Dubai: India rupee has slipped below 20 to the dirham. Right now, it is at 20.07. The lowest it has reached was 20.22 to the dirham, which was on October 9, 2018.
The pressure is likely to continue until the country’s central bank decides what to do to counter the virus impact on the country’s economy. “The Reserve Bank of India has mentioned it is closely monitoring the global as well as domestic situation regarding the impact of the coronavirus,” said Anthony Jos, Executive Director at Joyalukkas Exchange.
“The rupee was already stressed and volatile because of the coronavirus situation and sell-offs by investors in risky assets. There was sustained foreign fund outflow with investors seeing safe havens in US Treasuries.”

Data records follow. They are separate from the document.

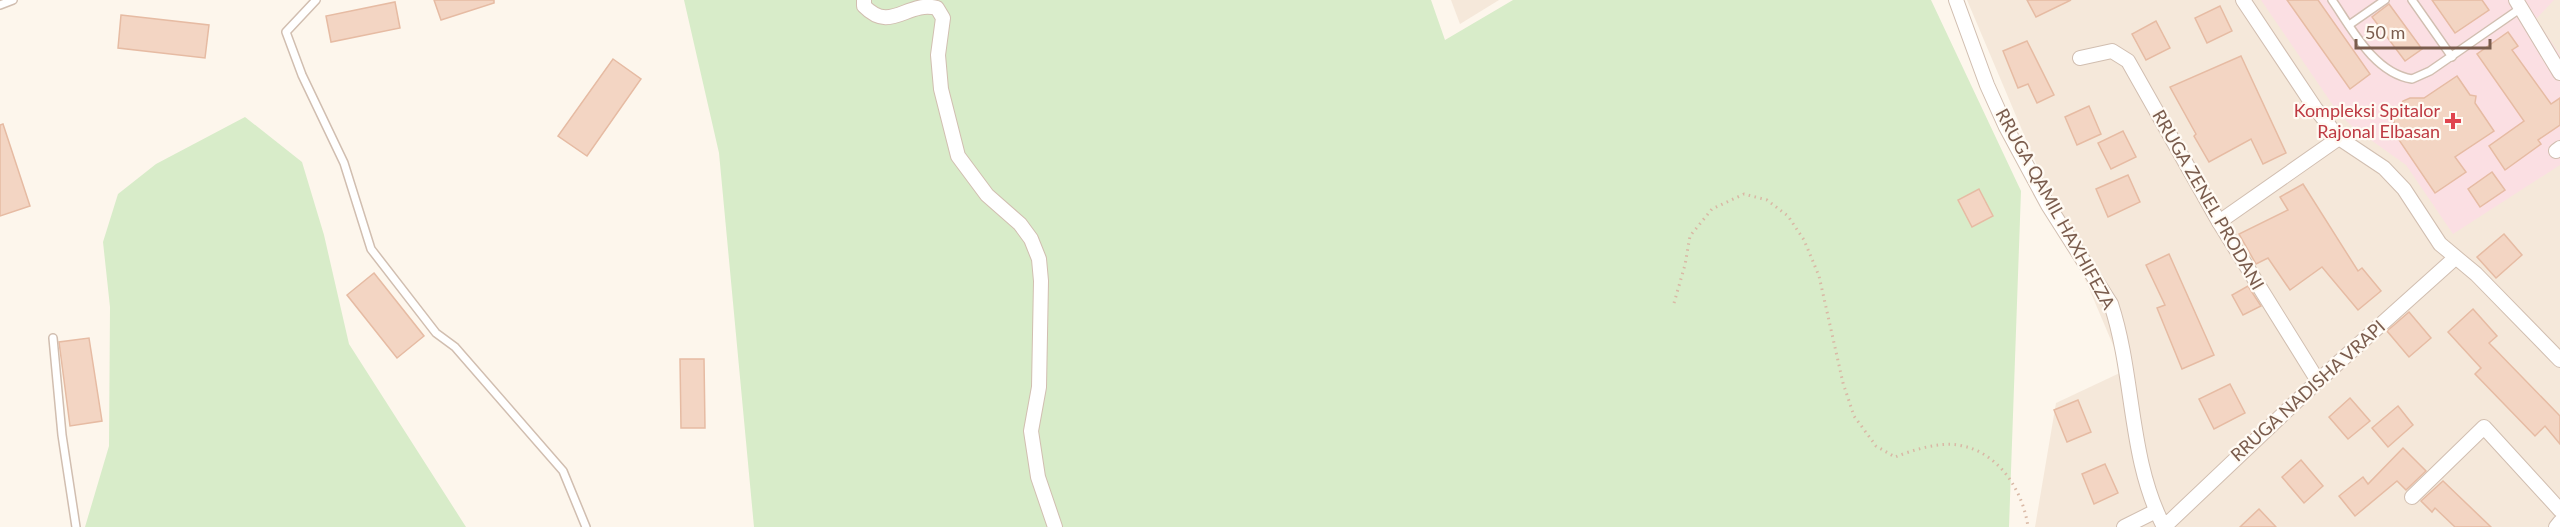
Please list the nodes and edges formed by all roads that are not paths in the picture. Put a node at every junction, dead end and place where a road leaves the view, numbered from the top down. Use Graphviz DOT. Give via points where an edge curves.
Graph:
graph roads {
  1 [pos="13,0"];
  2 [pos="316,0"];
  3 [pos="864,0"];
  4 [pos="1956,0"];
  5 [pos="2243,0"];
  6 [pos="2332,0"];
  7 [pos="2385,0"];
  8 [pos="2412,0"];
  9 [pos="2523,3"];
  10 [pos="0,5"];
  11 [pos="2349,25"];
  12 [pos="2451,57"];
  13 [pos="2080,58"];
  14 [pos="2560,74"];
  15 [pos="2339,138"];
  16 [pos="2219,222"];
  17 [pos="2455,258"];
  18 [pos="53,338"];
  19 [pos="2560,360"];
  20 [pos="2318,381"];
  21 [pos="2412,497"];
  22 [pos="2560,510"];
  23 [pos="2156,511"];
  24 [pos="2560,522"];
  25 [pos="76,527"];
  26 [pos="586,527"];
  27 [pos="1055,527"];
  28 [pos="2124,527"];
  29 [pos="2164,527"];
  30 [pos="2556,527"];
  1 -- 10 [label="lane"];
  2 -- 26 [label="lane" via="286,32 344,163 371,249 436,333 454,347 563,471"];
  3 -- 27 [label="street" via="864,6 874,16 887,18 927,5 938,8 943,18 938,55 940,88 958,156 987,195 1026,231 1039,259 1040,387 1031,431 1038,477"];
  4 -- 23 [label="street, RRUGA QAMIL HAXHIFEZA" via="2006,126 2048,205 2111,304 2143,476"];
  5 -- 15 [label="street"];
  6 -- 11 [label="lane"];
  7 -- 11 [label="lane"];
  8 -- 12 [label="lane"];
  9 -- 12 [label="lane"];
  9 -- 14 [label="street"];
  11 -- 12 [label="lane" via="2377,60 2391,73 2405,78 2430,71"];
  13 -- 16 [label="street, RRUGA ZENEL PRODANI" via="2112,51 2128,60"];
  15 -- 16 [label="street"];
  15 -- 17 [label="street" via="2393,177 2440,244"];
  16 -- 20 [label="street, RRUGA ZENEL PRODANI"];
  17 -- 19 [label="street" via="2476,274"];
  17 -- 20 [label="street, RRUGA NADISHA VRAPI"];
  18 -- 25 [label="lane"];
  20 -- 29 [label="street, RRUGA NADISHA VRAPI"];
  21 -- 22 [label="street" via="2484,427"];
  23 -- 28 [label="street"];
  23 -- 29 [label="street, RRUGA QAMIL HAXHIFEZA"];
  24 -- 30 [label="street"];
}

Should NRIs wait another day?
Market sources reckon that the Indian Government or the central bank need to outline a set of measures – immediately – to reassure investors that growth will not get derailed by the coronavirus. As for non-resident Indians, the only question before them is whether to remit now or wait hoping the currency could dip lower.
Adeeb Ahamed, Managing Director at Lulu Financial Group, said: “The rupee plunge has come in a dramatic way and is at 73.50 against the dollar, which translates to 20.01 against dirham.

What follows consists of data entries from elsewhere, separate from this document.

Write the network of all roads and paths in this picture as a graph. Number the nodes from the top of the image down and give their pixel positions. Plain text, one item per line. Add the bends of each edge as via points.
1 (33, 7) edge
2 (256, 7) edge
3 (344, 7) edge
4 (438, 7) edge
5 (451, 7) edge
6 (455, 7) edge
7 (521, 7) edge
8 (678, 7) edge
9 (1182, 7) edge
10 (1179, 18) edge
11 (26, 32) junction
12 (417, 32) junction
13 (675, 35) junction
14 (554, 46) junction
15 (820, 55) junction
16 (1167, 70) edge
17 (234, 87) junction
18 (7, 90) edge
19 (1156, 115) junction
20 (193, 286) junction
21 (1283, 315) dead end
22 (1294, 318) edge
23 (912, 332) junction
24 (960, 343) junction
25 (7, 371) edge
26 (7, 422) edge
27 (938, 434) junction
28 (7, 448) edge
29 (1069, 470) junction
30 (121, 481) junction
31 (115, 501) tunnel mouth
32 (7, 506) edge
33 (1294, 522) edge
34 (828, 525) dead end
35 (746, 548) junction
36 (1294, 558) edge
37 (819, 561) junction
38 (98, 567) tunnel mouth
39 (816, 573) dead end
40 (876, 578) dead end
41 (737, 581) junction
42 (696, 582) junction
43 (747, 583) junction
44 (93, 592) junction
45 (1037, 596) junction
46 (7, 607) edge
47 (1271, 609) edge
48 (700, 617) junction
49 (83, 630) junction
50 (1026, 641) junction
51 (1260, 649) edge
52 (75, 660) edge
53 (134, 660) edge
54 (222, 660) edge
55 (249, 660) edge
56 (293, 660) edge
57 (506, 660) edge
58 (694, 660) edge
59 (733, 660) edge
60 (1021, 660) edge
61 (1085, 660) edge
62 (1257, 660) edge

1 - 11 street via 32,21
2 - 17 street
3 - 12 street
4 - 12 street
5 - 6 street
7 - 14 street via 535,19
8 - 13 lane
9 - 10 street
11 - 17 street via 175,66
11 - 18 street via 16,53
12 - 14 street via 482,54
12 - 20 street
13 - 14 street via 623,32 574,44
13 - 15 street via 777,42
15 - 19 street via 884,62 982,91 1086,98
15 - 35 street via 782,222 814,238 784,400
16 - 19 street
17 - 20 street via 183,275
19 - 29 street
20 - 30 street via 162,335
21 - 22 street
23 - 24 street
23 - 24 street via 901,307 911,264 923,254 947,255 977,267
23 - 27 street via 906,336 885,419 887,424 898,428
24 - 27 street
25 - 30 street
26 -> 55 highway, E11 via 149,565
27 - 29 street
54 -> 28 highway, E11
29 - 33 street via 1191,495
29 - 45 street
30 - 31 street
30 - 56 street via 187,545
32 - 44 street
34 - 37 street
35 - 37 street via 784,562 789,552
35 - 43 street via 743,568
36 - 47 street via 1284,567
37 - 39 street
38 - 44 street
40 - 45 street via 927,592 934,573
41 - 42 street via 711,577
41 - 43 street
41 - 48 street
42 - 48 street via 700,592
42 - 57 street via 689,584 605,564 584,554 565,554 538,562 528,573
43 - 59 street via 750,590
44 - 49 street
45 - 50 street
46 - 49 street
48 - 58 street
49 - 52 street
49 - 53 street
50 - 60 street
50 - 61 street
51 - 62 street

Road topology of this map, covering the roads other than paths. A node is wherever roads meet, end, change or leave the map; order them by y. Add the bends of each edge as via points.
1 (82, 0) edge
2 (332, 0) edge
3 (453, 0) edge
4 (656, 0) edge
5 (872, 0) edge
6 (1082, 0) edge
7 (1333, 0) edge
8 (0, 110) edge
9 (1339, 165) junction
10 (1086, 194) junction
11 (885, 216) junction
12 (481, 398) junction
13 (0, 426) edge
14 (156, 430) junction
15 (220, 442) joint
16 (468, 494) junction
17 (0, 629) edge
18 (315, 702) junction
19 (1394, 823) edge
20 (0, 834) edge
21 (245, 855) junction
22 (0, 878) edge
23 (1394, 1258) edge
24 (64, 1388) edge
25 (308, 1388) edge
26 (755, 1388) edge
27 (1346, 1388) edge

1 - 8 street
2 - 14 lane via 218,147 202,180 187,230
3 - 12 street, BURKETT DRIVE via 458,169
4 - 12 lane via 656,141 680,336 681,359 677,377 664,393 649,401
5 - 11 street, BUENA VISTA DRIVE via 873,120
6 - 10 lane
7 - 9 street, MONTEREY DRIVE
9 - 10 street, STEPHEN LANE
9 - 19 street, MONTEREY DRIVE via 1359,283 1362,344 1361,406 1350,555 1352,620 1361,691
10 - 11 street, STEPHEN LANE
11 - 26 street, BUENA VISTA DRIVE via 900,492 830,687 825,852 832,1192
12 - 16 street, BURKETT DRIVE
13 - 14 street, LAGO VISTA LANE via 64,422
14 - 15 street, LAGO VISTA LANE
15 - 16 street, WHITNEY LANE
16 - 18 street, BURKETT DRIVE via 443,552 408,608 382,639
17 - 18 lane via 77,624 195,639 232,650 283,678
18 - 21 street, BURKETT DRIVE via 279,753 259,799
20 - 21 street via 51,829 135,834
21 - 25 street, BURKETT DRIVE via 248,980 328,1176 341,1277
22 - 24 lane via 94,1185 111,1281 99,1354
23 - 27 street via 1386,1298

“However, we feel the rupee (low) is overdone and that further falls will be limited, with Reserve Bank of India’s intervention very much expected. It might not go below 72.20 to the dollar in the near future, even if there is intervention or a reversal.

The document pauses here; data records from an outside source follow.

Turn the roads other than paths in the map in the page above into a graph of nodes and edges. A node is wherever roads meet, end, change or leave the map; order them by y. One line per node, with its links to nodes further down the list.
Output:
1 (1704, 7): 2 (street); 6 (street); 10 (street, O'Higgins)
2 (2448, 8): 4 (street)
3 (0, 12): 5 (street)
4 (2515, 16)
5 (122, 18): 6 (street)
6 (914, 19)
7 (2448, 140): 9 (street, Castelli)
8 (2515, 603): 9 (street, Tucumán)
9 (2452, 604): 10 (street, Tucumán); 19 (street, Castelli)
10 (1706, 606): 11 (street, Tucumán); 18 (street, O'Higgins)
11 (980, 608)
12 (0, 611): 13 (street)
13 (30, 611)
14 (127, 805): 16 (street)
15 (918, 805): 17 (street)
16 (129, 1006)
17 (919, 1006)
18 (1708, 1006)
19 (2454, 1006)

The Indian stock markets are sliding and the currency plummeting in a way beyond control. As of now, the central bank has not intervened since the intensity of the fall is beyond one’s imagination.
What can India’s central bank do?
The Reserve Bank of India chief has spoken about market intervention to get the economy and stock markets back on track. The easy and immediate way would be to effect an immediate rate cut, which is what the US has done, and followed by central banks in the UAE, Saudi Arabia and Bahrain.
Currently, India’s key bank rate is at 5.15 per cent.
“We’re ready for a response should the situation warrant,” said Shaktikanta Das, the RBI Governor. “And going forward, in the near future, I do expect some discussion through video conference or telephone conference among the central banks of the large economies, including India.”
The markets may have been expecting a more robust action from the governor, and not just hints. It could explain why the key stock market index, Sensex, dropped in early trading on Wednesday.
Much the same seems to have happened in the US, where “US equities tanked 3 per cent following a surprise 50-basis-point cut from the Federal Reserve,” said Ipek Ozkardeskaya, Senior Analyst at Swissquote Bank, in a note. “It appears that the move rather frustrated investors who were expecting a more creative, or impactful action than a simple rate cut, which they thought wouldn’t remedy to disrupted supply chain problems.
“We have a real issue here: investors are expecting central bankers to become the heroes that they are not meant to be.
“Meanwhile, G7 ministers’ pledge to give the necessary support to fight back the coronavirus shock on the economy didn’t charm investors either.”
Gold treads higher
The lack of keenness to the many announcements can be seen in the renewed investor interest in gold, which on Wednesday was in the $1,640 an ounce plus range.